Adsorption of Sulfur Dioxide on Activated Carbon from Oil-Palm Waste

Abstract

Adsorption of sulfur dioxide (SO₂) onto activated carbons prepared from oil-palm shells was investigated in this paper. Experimental results showed that the adsorption temperature and SO₂ concentration significantly determined the amount of SO₂ adsorbed and the equilibrium time. However, sample particle size had minimum effect on the equilibrium time. For a fixed SO₂ concentration, the adsorption rate and adsorption kinetic parameters (activation energy and frequency factor) were obtained. A linearly proportional relationship between the Brunauer-Emmett-Teller surface area and the adsorptive capacity of the activated carbon from oil-palm shells was observed. An intraparticle Knudsen diffusion model based on a Freundlich isotherm was developed for predicting the amount of SO₂ adsorbed and the SO₂ concentration profile within the particle.

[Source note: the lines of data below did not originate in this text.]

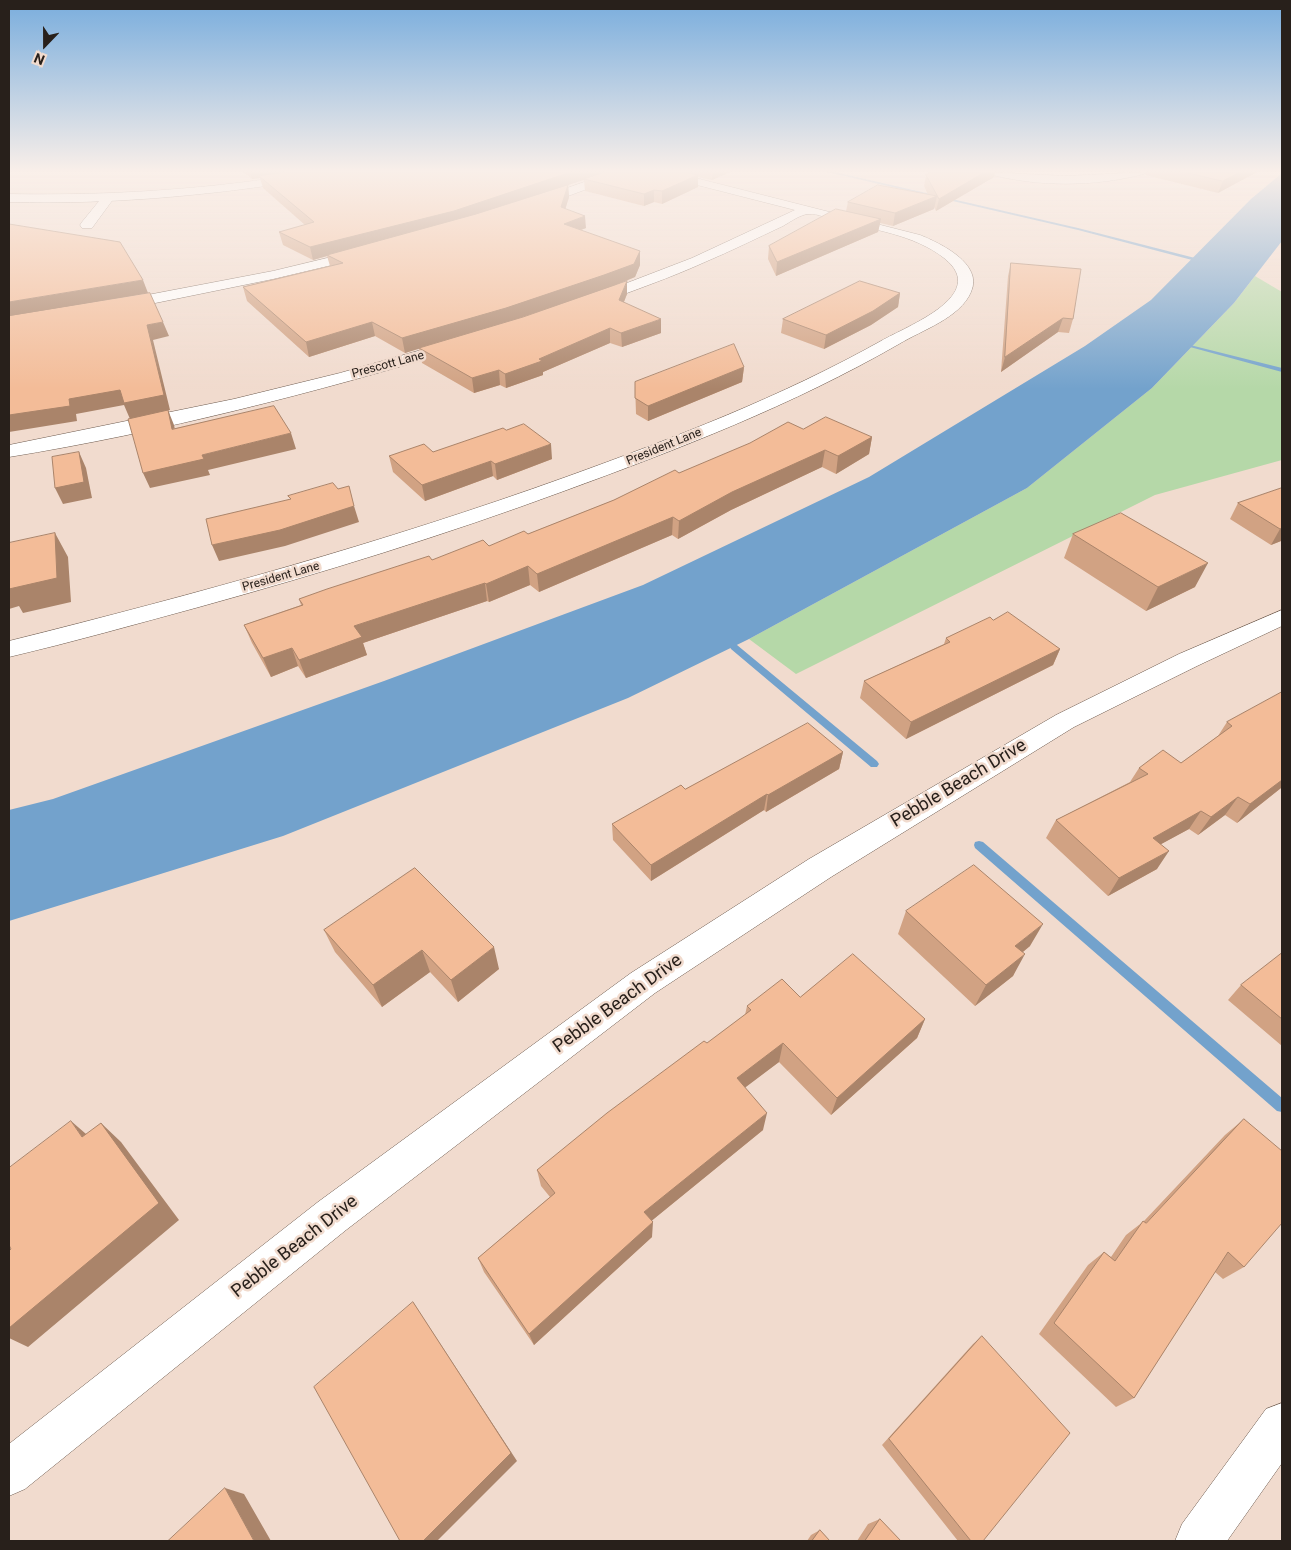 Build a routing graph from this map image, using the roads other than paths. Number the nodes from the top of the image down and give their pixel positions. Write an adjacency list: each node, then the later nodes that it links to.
1 (734, 244): 4 (street)
2 (929, 244): 9 (street, President Lane)
3 (376, 250): 5 (street)
4 (578, 306)
5 (106, 308)
6 (468, 342): 7 (street, Prescott Lane)
7 (9, 451)
8 (1282, 617): 11 (street, Pebble Beach Drive)
9 (9, 649)
10 (1282, 1425): 12 (street)
11 (9, 1473)
12 (1199, 1541) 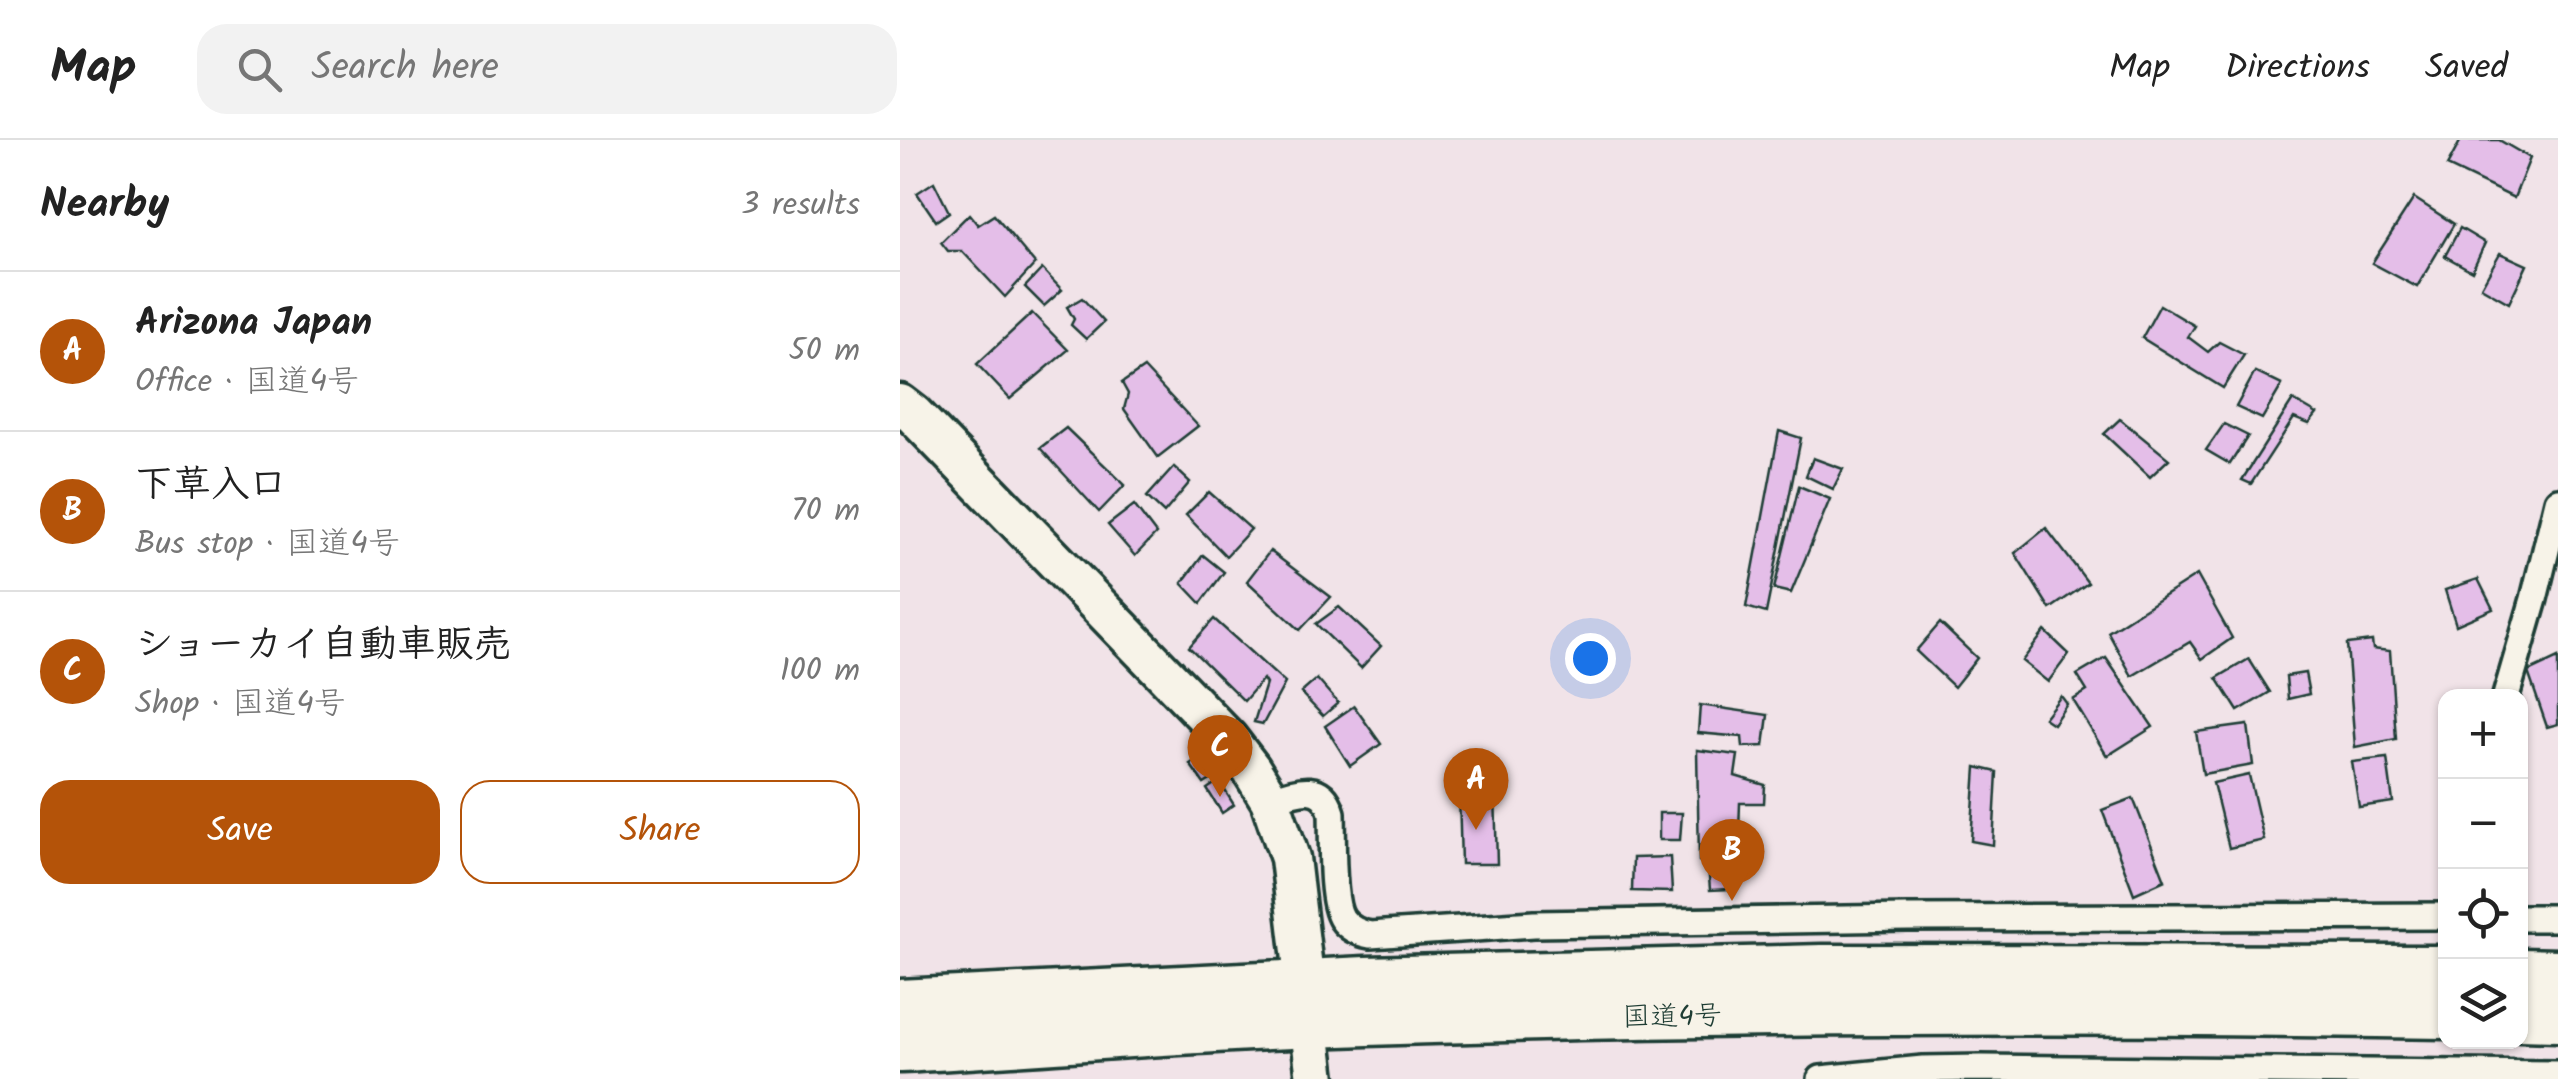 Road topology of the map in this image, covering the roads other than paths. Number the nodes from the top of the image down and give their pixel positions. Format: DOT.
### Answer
graph roads {
  1 [pos="900,404"];
  2 [pos="2558,501"];
  3 [pos="2508,689"];
  4 [pos="1270,800"];
  5 [pos="2438,912"];
  6 [pos="2528,918"];
  7 [pos="2558,918"];
  8 [pos="2438,970"];
  9 [pos="2528,973"];
  10 [pos="2558,974"];
  11 [pos="900,1004"];
  12 [pos="1307,1004"];
  13 [pos="2438,1014"];
  14 [pos="2528,1016"];
  15 [pos="2558,1017"];
  16 [pos="900,1048"];
  17 [pos="2263,1074"];
  18 [pos="2558,1074"];
  19 [pos="1316,1079"];
  20 [pos="1821,1079"];
  1 -- 4 [label="street"];
  2 -- 3 [label="street"];
  4 -- 5 [label="street"];
  4 -- 12 [label="street"];
  6 -- 7 [label="street"];
  8 -- 12 [label="highway, 国道4号"];
  9 -- 10 [label="highway"];
  11 -- 12 [label="highway, 国道4号"];
  12 -- 13 [label="highway, 国道4号"];
  12 -- 16 [label="highway, 国道4号"];
  12 -- 19 [label="street"];
  14 -- 15 [label="highway"];
  17 -- 18 [label="street"];
  17 -- 20 [label="street"];
}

Based on the estimated isotherm parameters and diffusion coefficients by experimental data fitting, this model could predict the amount adsorbed under different concentrations very well. However, this model was unsuitable for the activated carbon prepared from oil-palm shells by chemical activation because of the occurrence of chemisorption, which was related to the nature of the sample surface functional groups.